(Stored items)
===============
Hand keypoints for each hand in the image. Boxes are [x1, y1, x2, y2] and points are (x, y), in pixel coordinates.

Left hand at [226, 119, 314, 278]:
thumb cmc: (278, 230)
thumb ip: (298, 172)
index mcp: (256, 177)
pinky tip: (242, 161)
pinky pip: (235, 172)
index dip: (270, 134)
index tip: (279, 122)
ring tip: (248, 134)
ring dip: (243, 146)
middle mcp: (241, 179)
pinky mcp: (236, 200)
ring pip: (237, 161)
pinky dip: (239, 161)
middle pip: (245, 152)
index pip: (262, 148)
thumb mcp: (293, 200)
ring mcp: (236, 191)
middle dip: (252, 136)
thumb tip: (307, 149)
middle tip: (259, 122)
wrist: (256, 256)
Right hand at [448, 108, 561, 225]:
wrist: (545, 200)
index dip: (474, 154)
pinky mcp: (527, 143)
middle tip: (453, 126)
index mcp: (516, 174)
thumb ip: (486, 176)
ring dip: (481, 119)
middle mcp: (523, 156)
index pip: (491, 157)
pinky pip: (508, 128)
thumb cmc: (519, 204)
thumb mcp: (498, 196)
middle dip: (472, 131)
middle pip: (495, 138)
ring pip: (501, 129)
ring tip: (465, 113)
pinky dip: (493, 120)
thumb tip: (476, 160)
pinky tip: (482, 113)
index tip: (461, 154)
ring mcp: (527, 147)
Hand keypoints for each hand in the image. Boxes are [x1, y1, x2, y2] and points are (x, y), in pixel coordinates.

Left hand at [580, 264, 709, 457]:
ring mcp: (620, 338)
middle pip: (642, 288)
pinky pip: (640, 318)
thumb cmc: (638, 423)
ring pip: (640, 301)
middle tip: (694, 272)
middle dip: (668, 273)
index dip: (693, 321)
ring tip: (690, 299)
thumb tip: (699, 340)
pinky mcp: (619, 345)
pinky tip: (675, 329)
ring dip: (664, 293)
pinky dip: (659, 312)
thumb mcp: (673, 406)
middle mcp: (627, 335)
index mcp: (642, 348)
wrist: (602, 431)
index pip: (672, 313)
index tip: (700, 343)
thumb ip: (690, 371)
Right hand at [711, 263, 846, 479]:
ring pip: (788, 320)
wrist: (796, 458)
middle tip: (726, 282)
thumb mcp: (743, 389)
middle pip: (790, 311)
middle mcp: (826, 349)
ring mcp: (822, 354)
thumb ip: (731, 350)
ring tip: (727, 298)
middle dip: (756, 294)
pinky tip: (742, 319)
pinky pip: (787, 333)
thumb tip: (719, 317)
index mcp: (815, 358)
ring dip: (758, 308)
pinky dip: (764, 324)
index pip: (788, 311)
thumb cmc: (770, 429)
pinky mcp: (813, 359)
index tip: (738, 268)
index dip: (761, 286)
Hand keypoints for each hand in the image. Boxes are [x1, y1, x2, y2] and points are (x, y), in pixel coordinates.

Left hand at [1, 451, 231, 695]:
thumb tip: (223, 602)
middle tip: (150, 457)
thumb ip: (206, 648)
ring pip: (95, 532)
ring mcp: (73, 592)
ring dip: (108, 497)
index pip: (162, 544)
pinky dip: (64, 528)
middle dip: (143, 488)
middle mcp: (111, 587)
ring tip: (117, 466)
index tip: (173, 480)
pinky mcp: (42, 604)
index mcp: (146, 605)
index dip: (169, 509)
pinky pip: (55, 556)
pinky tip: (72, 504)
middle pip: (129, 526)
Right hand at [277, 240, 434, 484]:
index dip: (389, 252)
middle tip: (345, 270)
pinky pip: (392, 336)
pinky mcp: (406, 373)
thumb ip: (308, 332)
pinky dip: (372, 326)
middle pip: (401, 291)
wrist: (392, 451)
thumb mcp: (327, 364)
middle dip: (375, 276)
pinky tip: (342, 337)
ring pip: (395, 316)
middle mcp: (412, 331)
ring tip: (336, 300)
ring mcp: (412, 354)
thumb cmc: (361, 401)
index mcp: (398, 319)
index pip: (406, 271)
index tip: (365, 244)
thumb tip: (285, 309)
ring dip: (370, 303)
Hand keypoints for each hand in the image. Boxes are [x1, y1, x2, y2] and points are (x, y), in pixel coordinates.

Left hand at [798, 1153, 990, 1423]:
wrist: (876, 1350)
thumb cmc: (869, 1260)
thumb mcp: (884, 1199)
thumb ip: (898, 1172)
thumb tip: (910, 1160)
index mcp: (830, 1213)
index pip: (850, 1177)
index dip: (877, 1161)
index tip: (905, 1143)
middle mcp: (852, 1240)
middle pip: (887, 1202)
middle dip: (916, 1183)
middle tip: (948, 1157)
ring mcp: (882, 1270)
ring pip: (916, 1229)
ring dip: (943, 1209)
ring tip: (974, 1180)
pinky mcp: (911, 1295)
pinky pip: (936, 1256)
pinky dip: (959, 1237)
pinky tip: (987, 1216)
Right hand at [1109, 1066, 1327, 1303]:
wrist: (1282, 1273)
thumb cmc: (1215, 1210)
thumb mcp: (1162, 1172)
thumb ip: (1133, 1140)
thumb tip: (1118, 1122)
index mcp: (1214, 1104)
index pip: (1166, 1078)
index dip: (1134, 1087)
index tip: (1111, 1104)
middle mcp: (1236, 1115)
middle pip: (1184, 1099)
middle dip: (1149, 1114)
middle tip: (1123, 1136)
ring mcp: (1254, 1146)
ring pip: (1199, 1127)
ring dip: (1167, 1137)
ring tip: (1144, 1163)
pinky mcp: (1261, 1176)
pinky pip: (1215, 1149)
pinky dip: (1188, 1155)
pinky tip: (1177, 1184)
===============
▸ **TASK TO COMPLETE**: Find each line in the records holding the string "wrist" and show it.

▸ **REPLY**:
wrist: (256, 256)
wrist: (545, 200)
wrist: (602, 431)
wrist: (796, 458)
wrist: (392, 451)
wrist: (876, 1350)
wrist: (1282, 1273)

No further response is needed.